Work request →
Leave out any pictures and transcribe all other data below exactly.

Dataset section →
──────
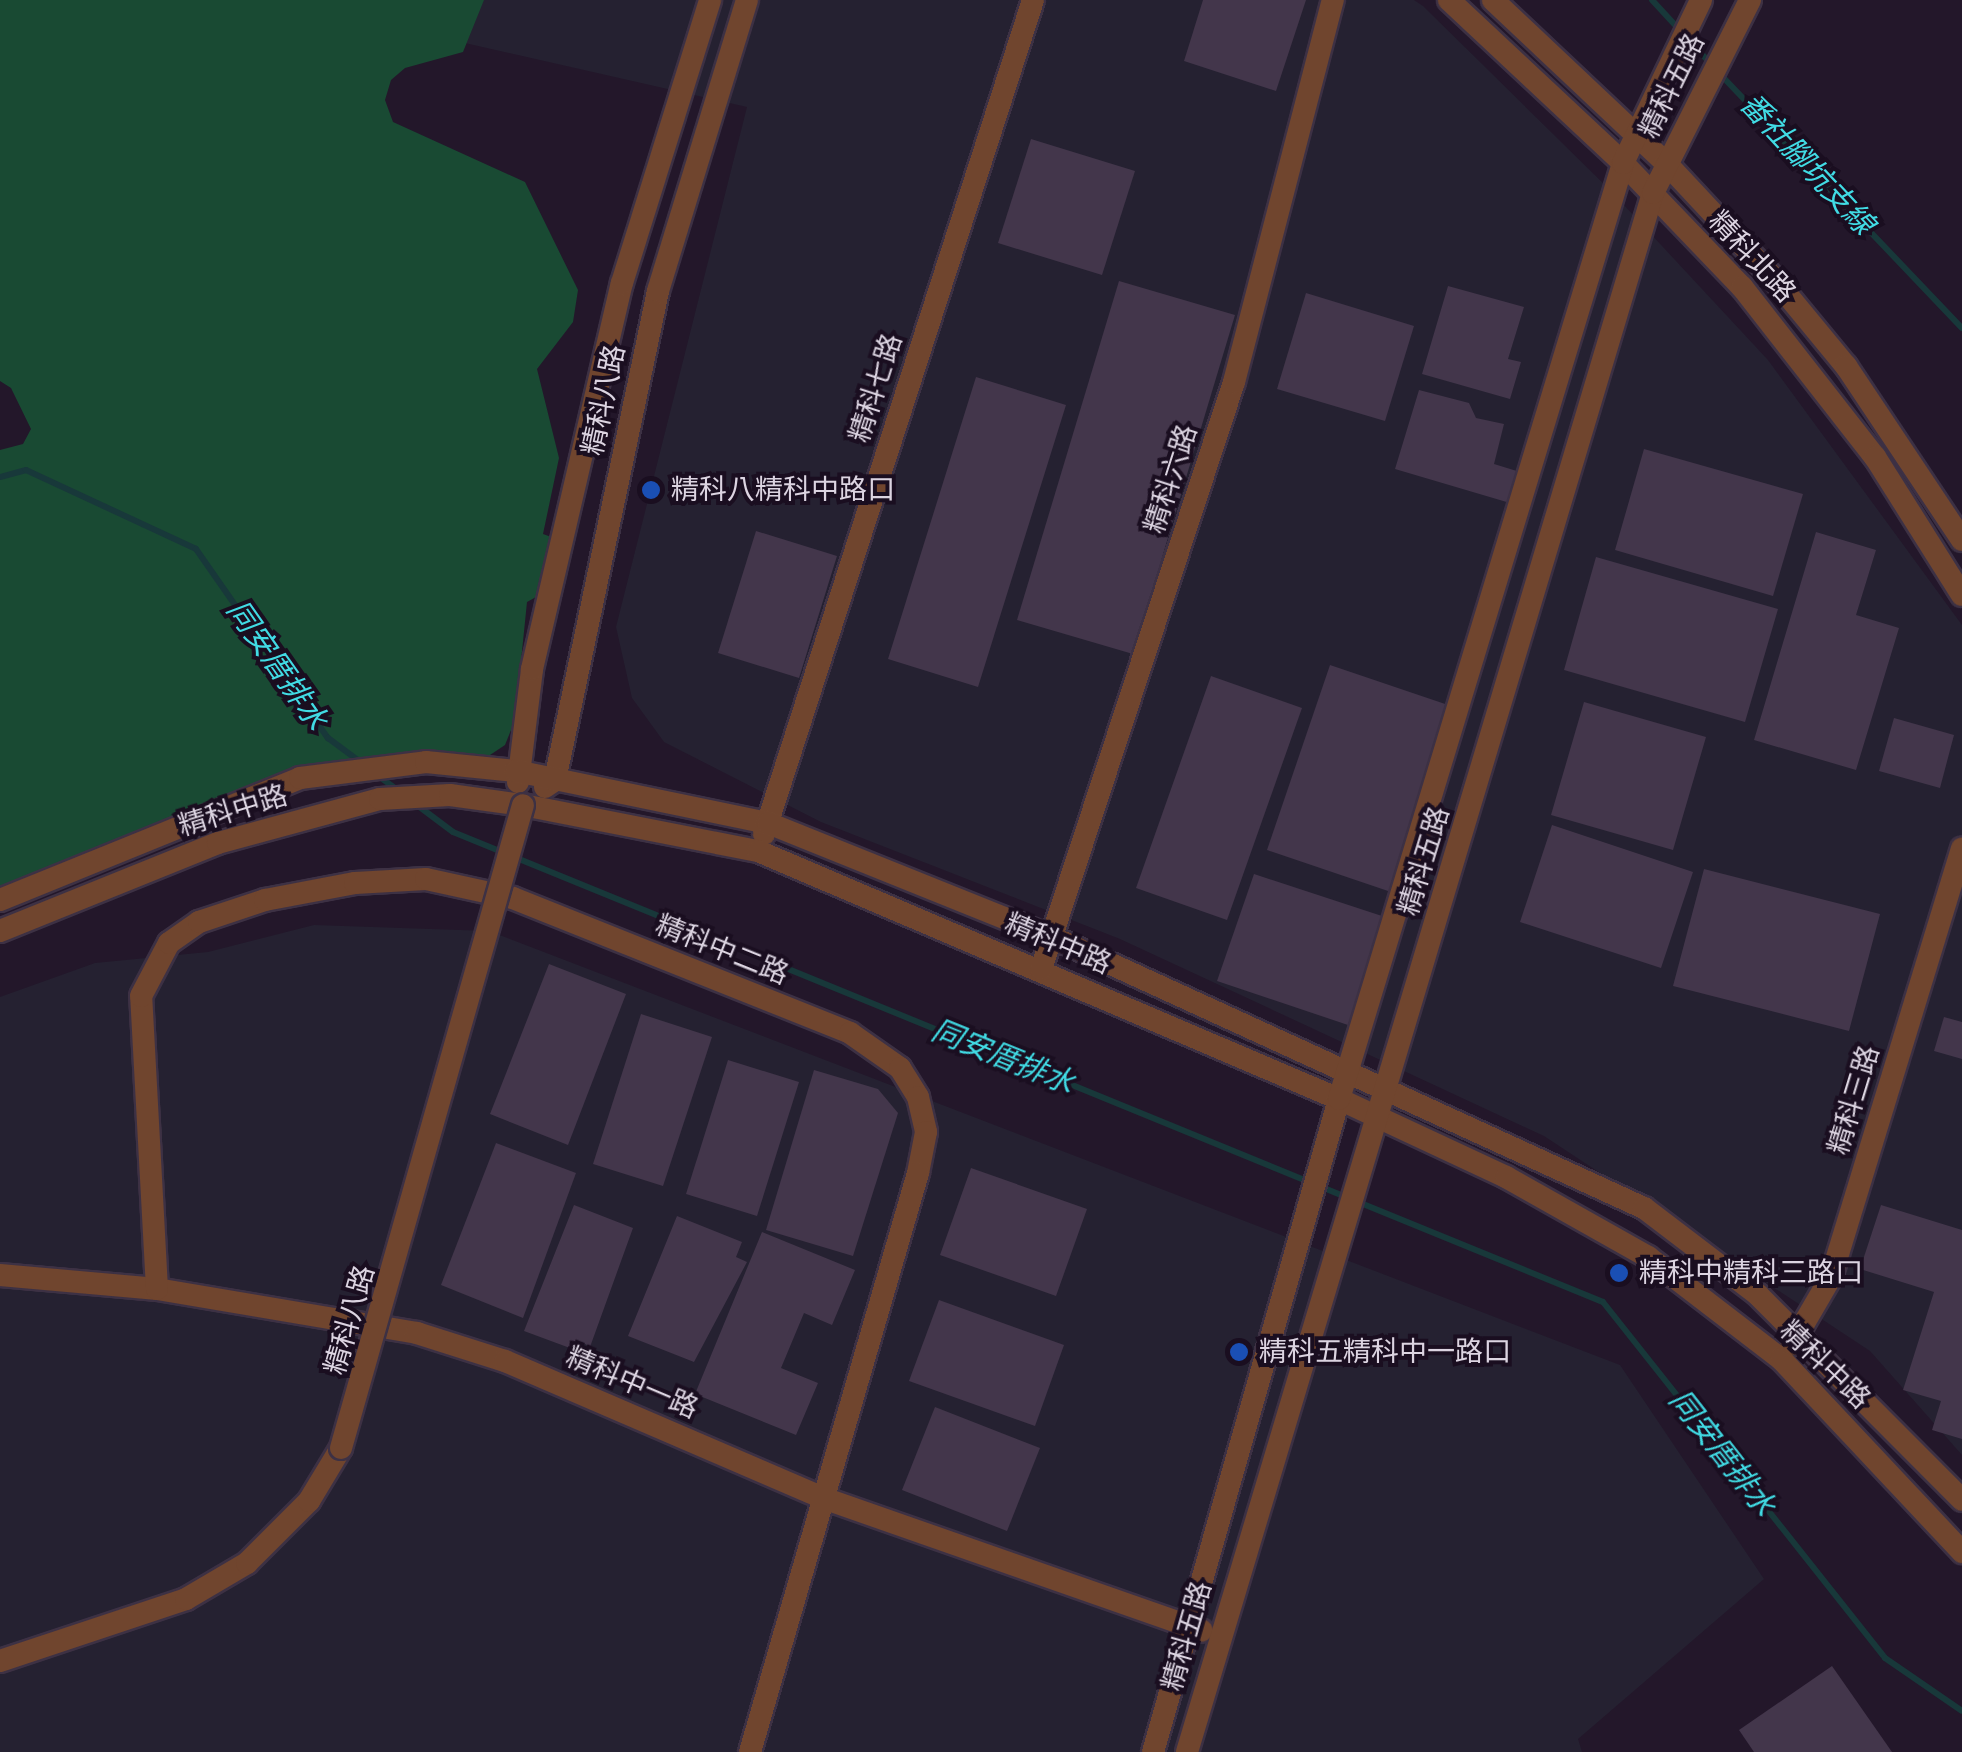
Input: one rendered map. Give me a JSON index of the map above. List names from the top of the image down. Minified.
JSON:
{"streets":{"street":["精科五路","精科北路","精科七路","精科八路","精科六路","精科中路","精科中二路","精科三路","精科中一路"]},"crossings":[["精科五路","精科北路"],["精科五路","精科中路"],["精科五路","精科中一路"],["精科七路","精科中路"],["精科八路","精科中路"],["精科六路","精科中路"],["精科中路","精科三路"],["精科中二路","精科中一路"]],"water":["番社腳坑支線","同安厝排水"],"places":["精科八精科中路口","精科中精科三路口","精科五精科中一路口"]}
──────
Solved exercise →
Input: one rendered map. Give me a JSON index of the map above. List names from the top of the image down. Minified.
JSON:
{"streets":{"street":["精科五路","精科北路","精科七路","精科八路","精科六路","精科中路","精科中二路","精科三路","精科中一路"]},"crossings":[["精科五路","精科北路"],["精科五路","精科中路"],["精科五路","精科中一路"],["精科七路","精科中路"],["精科八路","精科中路"],["精科六路","精科中路"],["精科中路","精科三路"],["精科中二路","精科中一路"]],"water":["番社腳坑支線","同安厝排水"],"places":["精科八精科中路口","精科中精科三路口","精科五精科中一路口"]}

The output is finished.